What does smart agriculture look like? Well, it's not one thing but a composite of many things - although it’s certainly not the persistent use of insecticides. We need consumers to get past an aversion to ‘wonky fruit and veg’ and communicate that even blemished vegetables and fruit are still good to eat and are a product of a healthy environment. We also need to support science that seeks to help growers make important financial and environmental decisions. For example, the industry should adopt forecasting tools to inform when and if to use insecticides, catalyse crop breeding to build resistance to pests, and deliver innovative soil management science to support the system in which insects need to thrive."
David Whithall
INSECT PESTS
A better understanding of pests will help alternative control development
“For the foreseeable future, chemical interventions will be required to protect food production yields from insect pests. However, it is certainly possible to better manage the use of traditional pesticides more effectively and move away from current prophylactic application methods through integrated pest management systems.
“This approach combines several different techniques to help control crop pests including, effective pest monitoring systems that allow for timely application of control measures only when pests are above a critical threshold; biological control methods (such as natural enemy recruitment); and new ecological control methods such as using pest insect pheromones to bait insect traps or using large amount of pheromone to disrupt their mating.
“Traditional and new, more selective chemical pesticides still have a place but only when all other control methods have failed. Development of alternative control methods requires the fundamental basics of the insect-crop system to be better understood.”
Whether driven by politicians, consumers, or pests’ evolving resistance, it’s clear our approach to crop protection needs to change. There is no silver bullet, but a range of methods that when used together, could significantly reduce our pesticide use.

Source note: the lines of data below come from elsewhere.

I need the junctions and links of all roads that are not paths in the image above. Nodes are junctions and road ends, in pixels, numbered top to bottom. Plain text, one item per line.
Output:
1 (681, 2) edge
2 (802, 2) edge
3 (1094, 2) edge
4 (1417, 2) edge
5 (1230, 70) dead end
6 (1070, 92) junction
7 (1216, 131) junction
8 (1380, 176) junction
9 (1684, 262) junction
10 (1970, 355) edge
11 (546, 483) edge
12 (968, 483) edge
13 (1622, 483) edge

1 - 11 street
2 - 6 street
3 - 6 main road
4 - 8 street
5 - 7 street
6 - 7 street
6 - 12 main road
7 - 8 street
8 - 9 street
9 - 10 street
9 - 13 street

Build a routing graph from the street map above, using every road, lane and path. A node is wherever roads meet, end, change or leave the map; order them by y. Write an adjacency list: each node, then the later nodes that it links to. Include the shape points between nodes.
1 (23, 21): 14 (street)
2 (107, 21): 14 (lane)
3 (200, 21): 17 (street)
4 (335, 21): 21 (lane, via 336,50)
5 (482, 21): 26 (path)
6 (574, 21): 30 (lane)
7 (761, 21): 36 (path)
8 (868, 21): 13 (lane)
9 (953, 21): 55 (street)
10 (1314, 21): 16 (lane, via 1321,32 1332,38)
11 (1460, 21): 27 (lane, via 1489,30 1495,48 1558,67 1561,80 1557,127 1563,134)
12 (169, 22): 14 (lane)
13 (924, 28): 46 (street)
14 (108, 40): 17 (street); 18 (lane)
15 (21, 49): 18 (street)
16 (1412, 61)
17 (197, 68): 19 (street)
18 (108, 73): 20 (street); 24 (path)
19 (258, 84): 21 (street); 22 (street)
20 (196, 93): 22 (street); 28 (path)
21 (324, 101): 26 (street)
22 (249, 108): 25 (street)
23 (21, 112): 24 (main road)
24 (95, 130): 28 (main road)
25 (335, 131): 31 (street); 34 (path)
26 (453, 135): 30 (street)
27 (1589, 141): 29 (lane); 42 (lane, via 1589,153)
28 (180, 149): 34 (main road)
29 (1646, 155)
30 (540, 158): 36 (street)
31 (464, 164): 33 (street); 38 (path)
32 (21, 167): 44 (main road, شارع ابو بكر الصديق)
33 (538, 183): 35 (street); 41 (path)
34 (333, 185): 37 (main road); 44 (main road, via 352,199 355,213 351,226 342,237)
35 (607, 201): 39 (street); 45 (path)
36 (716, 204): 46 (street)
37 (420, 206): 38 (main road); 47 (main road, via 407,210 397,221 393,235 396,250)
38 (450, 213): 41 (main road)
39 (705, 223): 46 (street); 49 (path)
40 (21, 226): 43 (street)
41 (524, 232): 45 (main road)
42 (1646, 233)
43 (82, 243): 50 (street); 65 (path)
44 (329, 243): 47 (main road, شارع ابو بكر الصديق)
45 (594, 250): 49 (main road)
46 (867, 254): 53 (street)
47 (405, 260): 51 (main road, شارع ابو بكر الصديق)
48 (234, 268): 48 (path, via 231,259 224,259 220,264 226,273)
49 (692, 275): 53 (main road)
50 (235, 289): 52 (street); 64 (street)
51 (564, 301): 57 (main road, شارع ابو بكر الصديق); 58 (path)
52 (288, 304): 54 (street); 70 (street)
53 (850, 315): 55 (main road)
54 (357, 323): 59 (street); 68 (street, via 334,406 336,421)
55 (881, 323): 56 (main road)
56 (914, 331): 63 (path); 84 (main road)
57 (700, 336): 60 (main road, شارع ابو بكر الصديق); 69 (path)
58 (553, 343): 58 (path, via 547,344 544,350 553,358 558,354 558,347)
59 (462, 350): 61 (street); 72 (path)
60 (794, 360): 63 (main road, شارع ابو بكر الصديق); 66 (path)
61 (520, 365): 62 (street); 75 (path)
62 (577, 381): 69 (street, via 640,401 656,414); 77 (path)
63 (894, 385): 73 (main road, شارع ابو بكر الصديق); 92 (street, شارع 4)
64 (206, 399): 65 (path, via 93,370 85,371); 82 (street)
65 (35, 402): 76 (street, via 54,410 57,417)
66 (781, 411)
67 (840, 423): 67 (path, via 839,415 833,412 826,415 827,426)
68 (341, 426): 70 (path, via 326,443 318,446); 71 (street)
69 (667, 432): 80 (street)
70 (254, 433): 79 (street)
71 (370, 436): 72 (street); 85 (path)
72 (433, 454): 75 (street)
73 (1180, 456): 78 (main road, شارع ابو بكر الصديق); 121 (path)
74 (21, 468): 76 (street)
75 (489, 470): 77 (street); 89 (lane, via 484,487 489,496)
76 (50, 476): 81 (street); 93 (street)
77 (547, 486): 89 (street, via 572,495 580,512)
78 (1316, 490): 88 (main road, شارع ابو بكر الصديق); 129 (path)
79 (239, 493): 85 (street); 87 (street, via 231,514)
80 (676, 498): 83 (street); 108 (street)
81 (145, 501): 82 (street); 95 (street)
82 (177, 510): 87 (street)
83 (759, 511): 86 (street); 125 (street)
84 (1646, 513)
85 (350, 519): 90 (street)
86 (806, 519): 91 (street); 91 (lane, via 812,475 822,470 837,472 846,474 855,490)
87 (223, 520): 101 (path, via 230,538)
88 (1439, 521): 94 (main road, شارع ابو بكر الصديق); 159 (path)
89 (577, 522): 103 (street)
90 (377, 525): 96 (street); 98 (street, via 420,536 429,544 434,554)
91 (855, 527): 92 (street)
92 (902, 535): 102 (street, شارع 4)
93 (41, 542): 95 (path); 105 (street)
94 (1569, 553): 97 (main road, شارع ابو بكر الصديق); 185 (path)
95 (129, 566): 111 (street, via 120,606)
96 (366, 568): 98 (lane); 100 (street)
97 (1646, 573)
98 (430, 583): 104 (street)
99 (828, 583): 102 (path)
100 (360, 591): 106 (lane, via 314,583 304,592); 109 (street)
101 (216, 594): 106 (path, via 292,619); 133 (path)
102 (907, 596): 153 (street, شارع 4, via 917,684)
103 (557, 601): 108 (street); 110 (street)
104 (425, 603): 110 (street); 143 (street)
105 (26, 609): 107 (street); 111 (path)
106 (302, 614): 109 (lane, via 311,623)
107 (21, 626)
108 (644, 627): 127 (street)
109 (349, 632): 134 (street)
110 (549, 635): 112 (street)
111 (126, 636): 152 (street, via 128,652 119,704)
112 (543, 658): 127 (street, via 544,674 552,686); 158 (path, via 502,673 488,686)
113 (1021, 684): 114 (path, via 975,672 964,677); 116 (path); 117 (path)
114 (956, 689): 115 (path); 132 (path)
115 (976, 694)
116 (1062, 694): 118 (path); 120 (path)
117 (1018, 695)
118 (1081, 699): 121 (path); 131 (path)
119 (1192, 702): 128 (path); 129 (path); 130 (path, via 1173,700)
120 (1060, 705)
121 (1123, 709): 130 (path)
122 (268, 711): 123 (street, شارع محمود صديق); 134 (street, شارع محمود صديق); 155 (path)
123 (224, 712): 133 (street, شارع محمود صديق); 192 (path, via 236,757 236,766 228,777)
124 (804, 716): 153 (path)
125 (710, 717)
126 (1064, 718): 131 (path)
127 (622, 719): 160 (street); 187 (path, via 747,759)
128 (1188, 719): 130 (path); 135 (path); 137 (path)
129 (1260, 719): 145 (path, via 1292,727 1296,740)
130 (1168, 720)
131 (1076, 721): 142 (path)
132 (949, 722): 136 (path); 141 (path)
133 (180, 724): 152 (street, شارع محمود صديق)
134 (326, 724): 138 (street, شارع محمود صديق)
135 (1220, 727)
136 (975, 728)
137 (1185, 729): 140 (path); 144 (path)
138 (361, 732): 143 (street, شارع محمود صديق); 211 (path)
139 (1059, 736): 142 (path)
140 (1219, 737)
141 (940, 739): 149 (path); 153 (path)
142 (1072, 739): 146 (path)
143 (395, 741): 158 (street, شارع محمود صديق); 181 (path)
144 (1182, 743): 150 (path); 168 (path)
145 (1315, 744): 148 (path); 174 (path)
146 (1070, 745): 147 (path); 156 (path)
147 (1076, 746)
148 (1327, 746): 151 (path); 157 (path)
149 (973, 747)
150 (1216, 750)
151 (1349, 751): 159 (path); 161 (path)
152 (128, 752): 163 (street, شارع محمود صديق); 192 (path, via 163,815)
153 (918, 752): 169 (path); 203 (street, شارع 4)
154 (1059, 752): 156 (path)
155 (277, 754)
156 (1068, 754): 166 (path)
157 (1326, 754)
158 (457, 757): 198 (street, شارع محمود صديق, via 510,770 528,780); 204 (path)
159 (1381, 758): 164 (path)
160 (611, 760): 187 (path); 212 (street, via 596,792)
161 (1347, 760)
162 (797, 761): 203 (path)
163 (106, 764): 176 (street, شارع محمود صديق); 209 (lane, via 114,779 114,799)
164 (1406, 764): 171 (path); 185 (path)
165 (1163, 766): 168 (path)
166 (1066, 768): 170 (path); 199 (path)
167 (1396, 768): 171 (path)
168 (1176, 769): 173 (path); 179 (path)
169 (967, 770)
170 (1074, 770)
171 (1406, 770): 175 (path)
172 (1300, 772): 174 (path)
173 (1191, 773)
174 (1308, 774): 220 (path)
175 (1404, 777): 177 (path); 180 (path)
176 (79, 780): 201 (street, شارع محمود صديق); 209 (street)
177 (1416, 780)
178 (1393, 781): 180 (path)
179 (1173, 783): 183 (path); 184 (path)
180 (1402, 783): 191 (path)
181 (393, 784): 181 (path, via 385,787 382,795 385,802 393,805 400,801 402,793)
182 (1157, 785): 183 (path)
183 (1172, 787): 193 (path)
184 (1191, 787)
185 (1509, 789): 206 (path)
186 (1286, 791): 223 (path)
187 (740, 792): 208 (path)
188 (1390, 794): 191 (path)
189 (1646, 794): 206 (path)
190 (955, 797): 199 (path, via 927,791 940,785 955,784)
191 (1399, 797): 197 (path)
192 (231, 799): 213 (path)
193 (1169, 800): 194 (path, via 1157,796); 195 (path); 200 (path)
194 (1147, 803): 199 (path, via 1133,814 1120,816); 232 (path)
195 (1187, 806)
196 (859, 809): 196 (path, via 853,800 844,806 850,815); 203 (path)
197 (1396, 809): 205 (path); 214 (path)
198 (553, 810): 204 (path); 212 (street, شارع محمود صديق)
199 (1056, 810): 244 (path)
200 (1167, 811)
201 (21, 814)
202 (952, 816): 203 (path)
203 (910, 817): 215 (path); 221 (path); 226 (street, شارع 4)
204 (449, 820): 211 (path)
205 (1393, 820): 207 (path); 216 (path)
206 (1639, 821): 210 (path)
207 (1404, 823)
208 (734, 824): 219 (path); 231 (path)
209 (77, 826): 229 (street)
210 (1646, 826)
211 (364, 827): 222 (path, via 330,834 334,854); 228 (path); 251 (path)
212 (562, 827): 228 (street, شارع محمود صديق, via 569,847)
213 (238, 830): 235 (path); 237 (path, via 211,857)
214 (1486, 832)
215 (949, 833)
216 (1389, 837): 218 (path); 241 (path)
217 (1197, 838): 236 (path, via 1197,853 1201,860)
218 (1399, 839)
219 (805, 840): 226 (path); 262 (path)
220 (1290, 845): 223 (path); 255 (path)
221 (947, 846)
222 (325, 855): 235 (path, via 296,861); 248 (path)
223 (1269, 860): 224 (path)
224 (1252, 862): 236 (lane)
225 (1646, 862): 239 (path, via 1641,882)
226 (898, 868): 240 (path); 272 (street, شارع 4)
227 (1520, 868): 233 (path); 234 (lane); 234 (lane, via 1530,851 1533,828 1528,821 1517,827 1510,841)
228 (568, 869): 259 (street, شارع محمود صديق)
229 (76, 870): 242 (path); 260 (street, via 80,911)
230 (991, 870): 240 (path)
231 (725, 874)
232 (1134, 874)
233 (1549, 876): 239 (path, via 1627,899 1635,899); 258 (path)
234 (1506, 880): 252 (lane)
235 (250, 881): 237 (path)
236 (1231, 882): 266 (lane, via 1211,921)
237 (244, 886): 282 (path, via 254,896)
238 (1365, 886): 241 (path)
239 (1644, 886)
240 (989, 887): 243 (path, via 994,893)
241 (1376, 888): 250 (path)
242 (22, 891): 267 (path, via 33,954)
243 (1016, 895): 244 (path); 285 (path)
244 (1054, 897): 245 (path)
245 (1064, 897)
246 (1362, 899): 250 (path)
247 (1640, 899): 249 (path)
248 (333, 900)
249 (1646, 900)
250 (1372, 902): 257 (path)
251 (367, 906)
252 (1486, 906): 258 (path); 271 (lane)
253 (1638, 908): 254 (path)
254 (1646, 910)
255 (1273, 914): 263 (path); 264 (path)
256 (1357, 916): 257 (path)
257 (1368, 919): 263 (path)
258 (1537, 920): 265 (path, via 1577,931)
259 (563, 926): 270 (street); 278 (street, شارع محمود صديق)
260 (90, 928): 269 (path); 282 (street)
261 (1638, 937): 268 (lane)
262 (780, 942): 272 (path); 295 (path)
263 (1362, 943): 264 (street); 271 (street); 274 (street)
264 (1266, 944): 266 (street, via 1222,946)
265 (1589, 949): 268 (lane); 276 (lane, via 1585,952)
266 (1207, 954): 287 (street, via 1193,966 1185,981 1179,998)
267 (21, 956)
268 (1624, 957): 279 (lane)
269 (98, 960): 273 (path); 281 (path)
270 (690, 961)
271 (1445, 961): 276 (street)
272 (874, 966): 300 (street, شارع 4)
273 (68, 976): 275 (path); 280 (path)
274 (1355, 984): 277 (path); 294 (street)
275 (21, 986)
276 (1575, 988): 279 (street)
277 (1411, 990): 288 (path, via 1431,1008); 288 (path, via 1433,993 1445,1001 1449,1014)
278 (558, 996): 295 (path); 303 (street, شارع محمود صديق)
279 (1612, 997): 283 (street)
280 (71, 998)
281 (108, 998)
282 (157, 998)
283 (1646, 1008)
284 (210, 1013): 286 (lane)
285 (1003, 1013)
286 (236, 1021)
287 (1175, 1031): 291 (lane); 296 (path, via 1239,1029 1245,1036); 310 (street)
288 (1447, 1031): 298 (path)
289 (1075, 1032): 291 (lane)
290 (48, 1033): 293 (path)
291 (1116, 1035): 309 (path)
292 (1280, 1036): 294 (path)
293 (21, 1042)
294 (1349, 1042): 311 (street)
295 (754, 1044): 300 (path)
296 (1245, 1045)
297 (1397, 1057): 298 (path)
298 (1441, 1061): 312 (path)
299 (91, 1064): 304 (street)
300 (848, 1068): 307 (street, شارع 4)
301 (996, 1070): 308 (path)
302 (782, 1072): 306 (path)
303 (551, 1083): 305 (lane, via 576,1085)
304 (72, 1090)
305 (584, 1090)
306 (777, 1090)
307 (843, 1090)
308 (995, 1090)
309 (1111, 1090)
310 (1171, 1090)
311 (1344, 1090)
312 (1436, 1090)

By utilising technology, such as fungal spore monitors or real-time insect surveillance data, farmers could limit spraying to only when it is needed. The development of crops better able to withstand pests and diseases will also help, as will a better understanding of how we can harness nature to control outbreaks of pests and weeds. More diverse rotations to lengthen the amount of time between the same crop, combined with improved soil health, will be needed to reduce land used for food production and the carbon footprint of farming, while helping maintain a secure food supply.